PROVIDED MATERIAL:
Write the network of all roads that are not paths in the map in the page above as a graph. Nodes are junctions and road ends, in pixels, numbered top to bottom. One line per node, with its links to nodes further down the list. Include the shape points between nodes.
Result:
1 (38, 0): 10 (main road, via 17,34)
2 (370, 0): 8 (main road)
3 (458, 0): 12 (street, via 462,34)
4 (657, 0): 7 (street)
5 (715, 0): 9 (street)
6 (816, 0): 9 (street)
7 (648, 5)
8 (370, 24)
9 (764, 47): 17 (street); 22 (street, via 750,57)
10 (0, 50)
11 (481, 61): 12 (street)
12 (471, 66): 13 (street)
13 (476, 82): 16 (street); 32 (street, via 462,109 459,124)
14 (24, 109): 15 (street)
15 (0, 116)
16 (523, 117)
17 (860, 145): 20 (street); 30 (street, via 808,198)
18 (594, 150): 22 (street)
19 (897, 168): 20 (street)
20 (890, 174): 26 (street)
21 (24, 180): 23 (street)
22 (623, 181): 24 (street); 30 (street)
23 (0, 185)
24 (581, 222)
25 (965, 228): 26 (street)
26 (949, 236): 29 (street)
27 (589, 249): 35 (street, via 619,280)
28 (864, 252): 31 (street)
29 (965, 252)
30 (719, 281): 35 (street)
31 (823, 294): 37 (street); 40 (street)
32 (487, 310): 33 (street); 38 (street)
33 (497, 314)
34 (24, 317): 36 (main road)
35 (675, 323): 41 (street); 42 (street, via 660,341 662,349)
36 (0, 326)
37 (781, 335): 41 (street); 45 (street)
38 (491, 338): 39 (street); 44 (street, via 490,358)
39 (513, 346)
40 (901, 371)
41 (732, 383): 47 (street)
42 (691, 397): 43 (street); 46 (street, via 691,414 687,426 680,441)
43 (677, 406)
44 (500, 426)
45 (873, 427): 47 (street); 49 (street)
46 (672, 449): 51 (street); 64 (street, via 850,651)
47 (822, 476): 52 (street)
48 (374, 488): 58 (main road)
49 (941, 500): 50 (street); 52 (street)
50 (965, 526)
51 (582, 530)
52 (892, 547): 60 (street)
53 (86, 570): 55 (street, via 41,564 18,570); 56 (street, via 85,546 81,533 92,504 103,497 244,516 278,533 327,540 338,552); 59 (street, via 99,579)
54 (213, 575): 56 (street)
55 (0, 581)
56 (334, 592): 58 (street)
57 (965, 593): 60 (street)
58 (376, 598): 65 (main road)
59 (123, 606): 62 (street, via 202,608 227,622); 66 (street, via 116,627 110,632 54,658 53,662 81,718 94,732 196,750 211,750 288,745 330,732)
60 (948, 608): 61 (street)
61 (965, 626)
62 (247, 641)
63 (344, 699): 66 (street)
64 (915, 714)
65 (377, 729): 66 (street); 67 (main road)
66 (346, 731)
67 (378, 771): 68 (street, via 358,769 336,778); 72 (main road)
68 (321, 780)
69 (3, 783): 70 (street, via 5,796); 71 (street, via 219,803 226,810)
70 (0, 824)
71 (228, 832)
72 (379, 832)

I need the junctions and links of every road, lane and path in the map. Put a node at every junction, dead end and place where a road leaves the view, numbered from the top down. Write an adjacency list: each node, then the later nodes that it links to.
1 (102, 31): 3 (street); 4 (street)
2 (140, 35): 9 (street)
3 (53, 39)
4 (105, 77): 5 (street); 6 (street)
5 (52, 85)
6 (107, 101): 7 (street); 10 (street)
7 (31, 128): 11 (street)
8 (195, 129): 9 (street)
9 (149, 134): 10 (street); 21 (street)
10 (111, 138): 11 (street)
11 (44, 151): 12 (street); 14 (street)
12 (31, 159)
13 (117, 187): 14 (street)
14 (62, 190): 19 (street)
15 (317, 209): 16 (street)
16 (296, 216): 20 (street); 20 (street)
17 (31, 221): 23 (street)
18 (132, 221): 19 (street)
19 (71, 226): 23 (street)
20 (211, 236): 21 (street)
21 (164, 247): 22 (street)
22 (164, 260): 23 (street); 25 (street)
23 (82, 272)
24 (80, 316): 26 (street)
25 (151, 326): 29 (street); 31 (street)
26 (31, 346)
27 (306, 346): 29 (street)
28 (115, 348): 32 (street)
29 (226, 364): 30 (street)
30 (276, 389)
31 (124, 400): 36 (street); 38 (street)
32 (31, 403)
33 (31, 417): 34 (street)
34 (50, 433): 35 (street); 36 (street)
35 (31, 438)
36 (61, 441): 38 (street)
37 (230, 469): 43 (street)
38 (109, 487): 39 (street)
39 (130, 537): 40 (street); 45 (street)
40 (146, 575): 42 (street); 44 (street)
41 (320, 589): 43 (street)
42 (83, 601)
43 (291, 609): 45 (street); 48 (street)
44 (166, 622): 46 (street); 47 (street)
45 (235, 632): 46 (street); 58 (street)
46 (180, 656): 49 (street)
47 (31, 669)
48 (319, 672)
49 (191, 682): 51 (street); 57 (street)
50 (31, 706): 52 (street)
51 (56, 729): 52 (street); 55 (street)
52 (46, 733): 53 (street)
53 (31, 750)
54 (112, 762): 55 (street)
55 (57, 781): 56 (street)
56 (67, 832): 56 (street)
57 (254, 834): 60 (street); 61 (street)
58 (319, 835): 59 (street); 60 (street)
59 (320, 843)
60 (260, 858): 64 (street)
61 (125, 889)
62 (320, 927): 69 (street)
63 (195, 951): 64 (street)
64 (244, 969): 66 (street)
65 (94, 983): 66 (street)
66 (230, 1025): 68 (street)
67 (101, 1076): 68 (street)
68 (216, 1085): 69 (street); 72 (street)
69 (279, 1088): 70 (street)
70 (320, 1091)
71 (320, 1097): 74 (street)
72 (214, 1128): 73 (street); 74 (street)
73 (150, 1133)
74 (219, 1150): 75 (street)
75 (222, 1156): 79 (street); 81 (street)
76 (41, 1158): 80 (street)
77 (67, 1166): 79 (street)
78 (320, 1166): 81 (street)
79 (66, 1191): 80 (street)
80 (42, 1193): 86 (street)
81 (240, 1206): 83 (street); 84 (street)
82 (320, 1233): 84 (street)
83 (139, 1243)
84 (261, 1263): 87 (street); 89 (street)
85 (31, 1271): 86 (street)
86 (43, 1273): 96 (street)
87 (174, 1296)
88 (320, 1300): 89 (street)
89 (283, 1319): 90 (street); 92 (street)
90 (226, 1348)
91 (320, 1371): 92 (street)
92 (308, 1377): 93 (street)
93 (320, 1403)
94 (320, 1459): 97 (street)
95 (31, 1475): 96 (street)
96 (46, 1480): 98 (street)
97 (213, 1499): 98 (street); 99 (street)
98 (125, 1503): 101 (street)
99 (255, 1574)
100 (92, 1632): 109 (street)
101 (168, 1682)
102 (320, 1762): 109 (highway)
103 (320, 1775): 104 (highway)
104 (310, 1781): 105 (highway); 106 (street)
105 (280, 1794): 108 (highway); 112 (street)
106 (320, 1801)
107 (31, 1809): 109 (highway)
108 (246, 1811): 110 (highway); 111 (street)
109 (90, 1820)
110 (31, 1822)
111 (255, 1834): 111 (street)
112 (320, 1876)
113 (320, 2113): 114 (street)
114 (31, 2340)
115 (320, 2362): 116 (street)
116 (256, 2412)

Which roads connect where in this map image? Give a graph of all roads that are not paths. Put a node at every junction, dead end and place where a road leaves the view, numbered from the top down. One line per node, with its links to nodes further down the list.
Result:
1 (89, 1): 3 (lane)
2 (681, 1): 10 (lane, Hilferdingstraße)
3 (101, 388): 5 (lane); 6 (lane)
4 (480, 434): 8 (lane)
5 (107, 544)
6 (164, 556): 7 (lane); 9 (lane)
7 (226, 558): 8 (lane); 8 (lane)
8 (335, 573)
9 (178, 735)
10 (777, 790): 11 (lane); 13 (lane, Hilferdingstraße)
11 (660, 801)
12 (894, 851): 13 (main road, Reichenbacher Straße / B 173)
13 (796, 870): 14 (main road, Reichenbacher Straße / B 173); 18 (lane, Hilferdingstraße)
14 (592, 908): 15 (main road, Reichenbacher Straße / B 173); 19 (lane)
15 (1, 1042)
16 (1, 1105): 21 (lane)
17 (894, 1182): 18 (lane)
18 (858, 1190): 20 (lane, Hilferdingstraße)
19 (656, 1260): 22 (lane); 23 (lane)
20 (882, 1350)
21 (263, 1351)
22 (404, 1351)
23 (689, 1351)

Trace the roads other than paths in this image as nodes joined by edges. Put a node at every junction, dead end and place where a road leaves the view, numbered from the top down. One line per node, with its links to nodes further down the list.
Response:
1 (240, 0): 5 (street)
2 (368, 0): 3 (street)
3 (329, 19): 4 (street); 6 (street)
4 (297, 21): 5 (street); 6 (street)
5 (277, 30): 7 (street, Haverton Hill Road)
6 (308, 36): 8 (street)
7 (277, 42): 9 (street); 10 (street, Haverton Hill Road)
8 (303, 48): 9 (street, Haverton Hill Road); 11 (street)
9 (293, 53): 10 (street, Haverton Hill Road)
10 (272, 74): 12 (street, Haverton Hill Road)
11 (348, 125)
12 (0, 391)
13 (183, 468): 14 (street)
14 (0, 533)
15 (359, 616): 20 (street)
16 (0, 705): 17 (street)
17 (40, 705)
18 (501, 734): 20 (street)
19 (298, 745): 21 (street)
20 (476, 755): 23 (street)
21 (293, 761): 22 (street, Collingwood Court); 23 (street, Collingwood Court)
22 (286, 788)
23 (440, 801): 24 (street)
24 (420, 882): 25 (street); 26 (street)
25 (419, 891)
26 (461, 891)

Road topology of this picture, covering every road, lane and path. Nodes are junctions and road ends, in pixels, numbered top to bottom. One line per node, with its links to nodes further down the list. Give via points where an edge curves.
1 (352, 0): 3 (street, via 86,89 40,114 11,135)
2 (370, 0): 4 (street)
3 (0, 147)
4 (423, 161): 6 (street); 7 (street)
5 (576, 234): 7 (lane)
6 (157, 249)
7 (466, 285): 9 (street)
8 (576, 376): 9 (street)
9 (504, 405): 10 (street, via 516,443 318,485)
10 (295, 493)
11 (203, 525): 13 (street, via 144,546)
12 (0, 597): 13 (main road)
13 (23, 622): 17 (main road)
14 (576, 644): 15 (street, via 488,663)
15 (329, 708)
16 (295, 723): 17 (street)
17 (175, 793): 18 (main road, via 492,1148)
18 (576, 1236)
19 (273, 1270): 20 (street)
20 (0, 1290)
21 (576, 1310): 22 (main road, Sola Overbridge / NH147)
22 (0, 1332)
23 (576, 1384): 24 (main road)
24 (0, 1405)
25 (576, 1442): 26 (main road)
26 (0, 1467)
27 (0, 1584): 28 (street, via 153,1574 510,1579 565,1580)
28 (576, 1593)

EXERCISE DESCRIPTION: Filter the data above by the word "list" and copy every line that matches.

EXERCISE RESULT:
Write the network of all roads that are not paths in the map in the page above as a graph. Nodes are junctions and road ends, in pixels, numbered top to bottom. One line per node, with its links to nodes further down the list. Include the shape points between nodes.
I need the junctions and links of every road, lane and path in the map. Put a node at every junction, dead end and place where a road leaves the view, numbered from the top down. Write an adjacency list: each node, then the later nodes that it links to.
Which roads connect where in this map image? Give a graph of all roads that are not paths. Put a node at every junction, dead end and place where a road leaves the view, numbered from the top down. One line per node, with its links to nodes further down the list.
Trace the roads other than paths in this image as nodes joined by edges. Put a node at every junction, dead end and place where a road leaves the view, numbered from the top down. One line per node, with its links to nodes further down the list.
Road topology of this picture, covering every road, lane and path. Nodes are junctions and road ends, in pixels, numbered top to bottom. One line per node, with its links to nodes further down the list. Give via points where an edge curves.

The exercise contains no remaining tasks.